Mais même lorsque ces courbes s'aplatissent, l'épidémie n'a toujours pas « atteint de pic » par une autre mesure cruciale: le nombre de cas actifs. Ce chiffre continue d'augmenter jusqu'à ce que le nombre de patients qui décèdent ou se rétablissent chaque jour soit supérieur au nombre de nouvelles infections.

Pour alléger la charge vertigineuse des systèmes de santé, la courbe des cas actifs doit également s'aplatir puis baisser.

« Lockdowns »

Plus de deux milliards de personnes, dont la plupart des Américains, vivent sous ce que l'on appelle généralement un verrouillage. Mais il n'y a pas de définition définie de ce mot – ou de termes connexes comme les mandats de rester à la maison et la distance sociale – donc les détails diffèrent d'un endroit à l'autre.
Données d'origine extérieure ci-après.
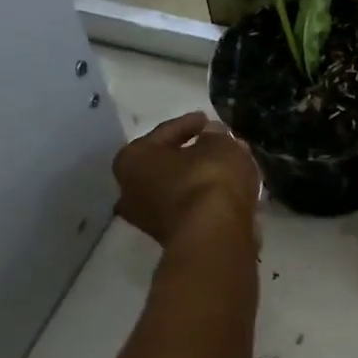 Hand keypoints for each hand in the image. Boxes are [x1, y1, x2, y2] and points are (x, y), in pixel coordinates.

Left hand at [114, 111, 259, 245]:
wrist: (215, 236)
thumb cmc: (209, 179)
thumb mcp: (220, 145)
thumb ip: (215, 136)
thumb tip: (211, 135)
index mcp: (133, 159)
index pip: (164, 133)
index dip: (189, 123)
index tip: (208, 119)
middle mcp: (130, 190)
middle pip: (166, 165)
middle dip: (191, 155)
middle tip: (217, 145)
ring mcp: (149, 219)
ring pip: (178, 189)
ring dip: (199, 179)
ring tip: (227, 169)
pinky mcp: (172, 238)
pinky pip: (190, 208)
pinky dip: (205, 199)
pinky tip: (227, 192)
Les blocages ont des exceptions variables pour certaines lignes de travail, circonstances personnelles ou exercice. Certains permettent des rassemblements jusqu'à dix personnes, ou cinq, ou interdisent des groupes de toute taille; certaines funérailles exonérées, d'autres non.

Les plus grandes différences peuvent être dans l'application. Certains endroits, comme ceux aux États-Unis avec des verrouillages, comptent principalement sur les gens pour suivre les règles sans contrainte.

Mais l'Italie et d'autres ont déployé des soldats pour garantir la conformité, et la police française a infligé des amendes à des centaines de milliers de personnes pour avoir violé les restrictions. La Chine, en plus de recourir aux forces de sécurité, a mobilisé une armée de volontaires, augmentant la pression sociale pour obéir.

Mercredi, le président philippin Rodrigo Duterte a menacé de tirer sur des contrevenants.

L’expérience de l’Italie montre le flou du terme. Il a traversé plusieurs phases de restrictions, les appliquant à un plus grand nombre de personnes, les rendant plus strictes et renforçant leur application.

Il y a quelques semaines, une personne pouvait voyager à travers l'Italie pour un travail valide ou pour des raisons familiales. Maintenant, les gens sont condamnés à une amende pour avoir marché trop loin de leur domicile.

Mais chaque étape était largement appelée du même nom: le verrouillage.